Another limiting factor to use of contraceptives found in this study was desire for more children. This finding is consistent with other reports that desire for other children is one most common predictor for not using contraceptives [25,27]. In this study, more persons aged 26 to 35 and 36 to 49 years stated fear of side effects as a barrier for contraceptive use compared with those aged 19 to 25 years. Although the study did not seek to inquire about earlier exposure to contraceptives especially hormonal contraceptives among non users, it is possible that some persons in these age groups could have discontinued themselves due to side effects. Discontinuation rates have been implicated for mostly injectables and pills due to side effects, and yet side effects themselves are barriers to use of other contraceptives [19,28].

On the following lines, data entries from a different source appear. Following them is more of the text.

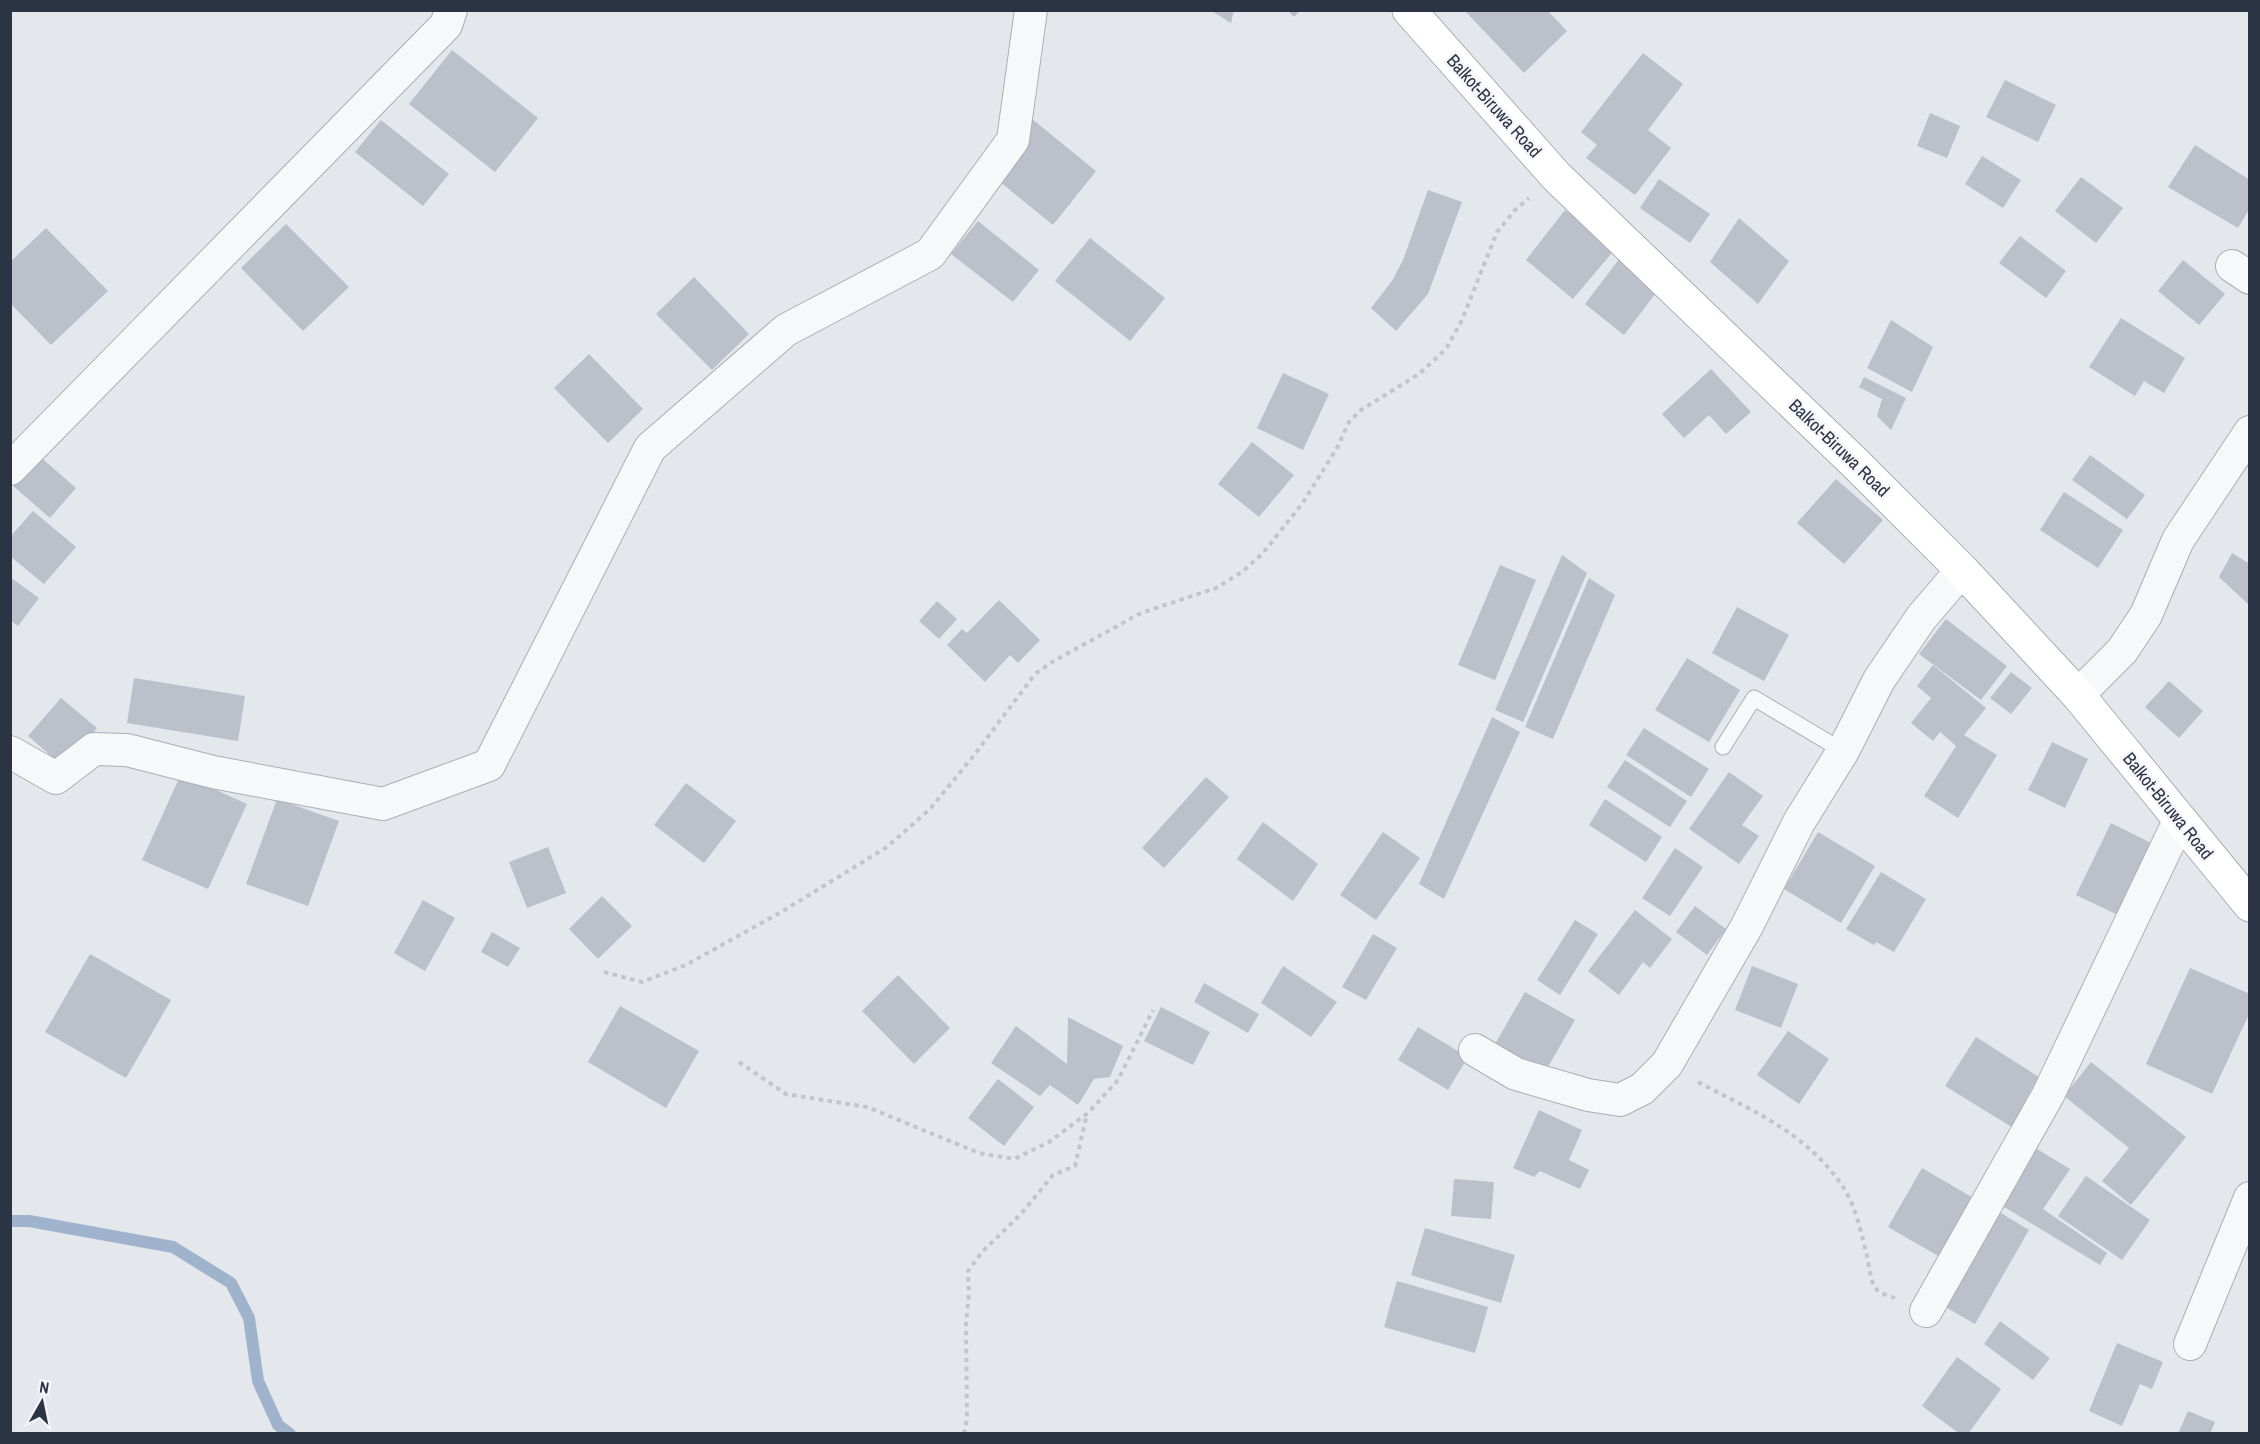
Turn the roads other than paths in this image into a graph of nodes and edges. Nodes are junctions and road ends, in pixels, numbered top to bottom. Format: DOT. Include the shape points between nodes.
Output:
graph roads {
  1 [pos="451,10"];
  2 [pos="1031,10"];
  3 [pos="1409,10"];
  4 [pos="2250,432"];
  5 [pos="10,469"];
  6 [pos="1962,570"];
  7 [pos="2078,695"];
  8 [pos="1723,747"];
  9 [pos="1843,751"];
  10 [pos="10,752"];
  11 [pos="2179,821"];
  12 [pos="2250,905"];
  13 [pos="1475,1050"];
  14 [pos="2250,1198"];
  15 [pos="1926,1311"];
  16 [pos="2190,1344"];
  1 -- 5 [label="street" via="446,25"];
  2 -- 10 [label="street" via="1012,141 930,255 786,330 650,448 489,765 383,804 213,772 127,750 94,748 56,778"];
  3 -- 6 [label="main road, Balkot-Biruwa Road" via="1557,177"];
  4 -- 7 [label="street" via="2178,540 2146,615 2122,651"];
  6 -- 7 [label="main road, Balkot-Biruwa Road"];
  6 -- 9 [label="street" via="1921,618 1879,680"];
  7 -- 11 [label="main road, Balkot-Biruwa Road"];
  8 -- 9 [label="lane" via="1754,699"];
  9 -- 13 [label="street" via="1799,822 1747,926 1667,1064 1642,1089 1620,1100 1588,1095 1516,1074"];
  11 -- 12 [label="main road, Balkot-Biruwa Road"];
  11 -- 15 [label="street" via="2048,1095"];
  14 -- 16 [label="street"];
}
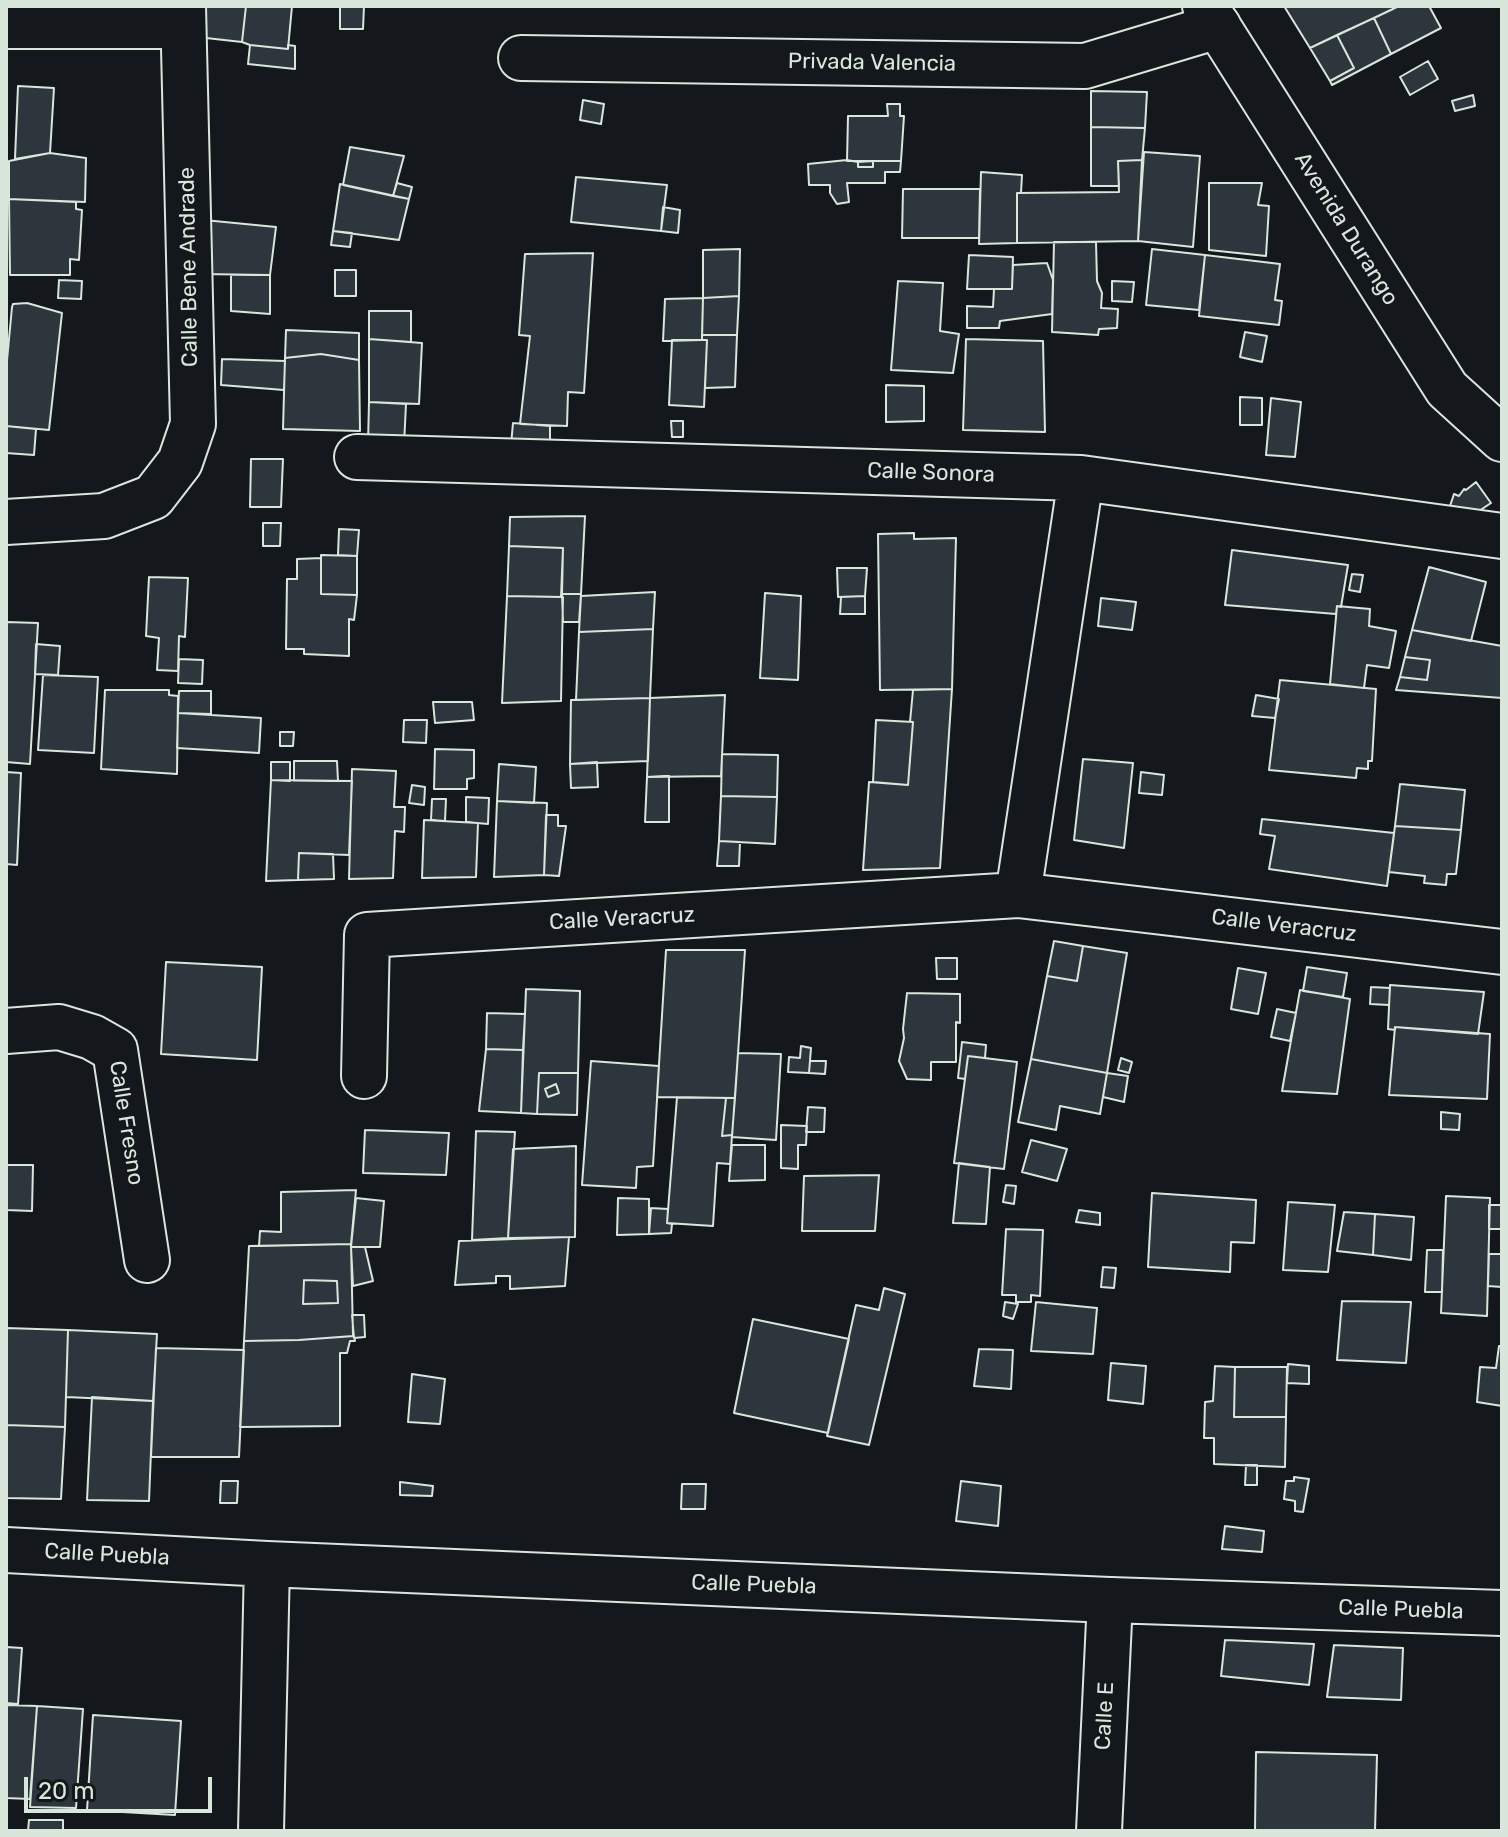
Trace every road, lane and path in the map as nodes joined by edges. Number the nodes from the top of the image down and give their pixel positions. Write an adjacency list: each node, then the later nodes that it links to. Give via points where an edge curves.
1 (183, 16): 3 (street, Calle Bene Andrade); 8 (street, Calle Bene Andrade, via 193,424 180,462 153,497 104,516)
2 (1211, 16): 4 (street, Privada Valencia, via 1085,66); 5 (street, Avenida Durango, via 1447,389)
3 (6, 26)
4 (521, 58)
5 (1502, 439)
6 (357, 457): 7 (street, Calle Sonora)
7 (1081, 478): 9 (street, Calle Sonora); 10 (street)
8 (6, 522)
9 (1502, 536)
10 (1018, 895): 11 (street, Calle Veracruz); 13 (street, Calle Veracruz, via 367,935)
11 (1502, 952)
12 (6, 1031): 14 (street, Calle Fresno, via 59,1027 115,1050)
13 (364, 1076)
14 (147, 1260)
15 (6, 1550): 16 (street, Calle Puebla)
16 (267, 1564): 17 (street, Calle Puebla); 19 (street)
17 (1110, 1600): 18 (street, Calle Puebla); 20 (street, Calle E)
18 (1502, 1613)
19 (261, 1831)
20 (1099, 1831)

This study has revealed that more persons who attain primary education abstain from sexual activity to prevent conception compared with those who never went to school. Since abstinence is also a contraceptive method, it is possible that the persons who attained primary education were more aware of the benefits of contraceptive use than their counterparts who never went to school [25,26,29].

Strengths and weaknesses

This study had the strength of including men rather than having women alone as respondents like many studies do [12,13,21,23,27,28]. However, there were some limitations noted in this study. There was no statistical backing in selection of respondents in reference to men and women creating a potential bias. This applies to the age intervals and range that were also different among the age groups during analysis. It was therefore difficult to generalize results in relation to some other studies. Researchers could explore conducting a similar study having statistically determined proportions of men and women.

Conclusion

Overall, this study shows that the rate of contraceptive use among persons living with HIV in Eastern Uganda is higher than that in the Ugandan general population. This could be due to accessibility of contraceptives within HIV care facilities. Integration of HIV care and provision of contraceptives facilitates increased uptake of contraceptives among users. Age, literacy, religion and desire for more children were key determinants to use of contraceptives among persons living with HIV. Contraceptive messages targeting the illiterate, youth, men and believers from different denominations need to be designed since these populations varied in use of contraceptives.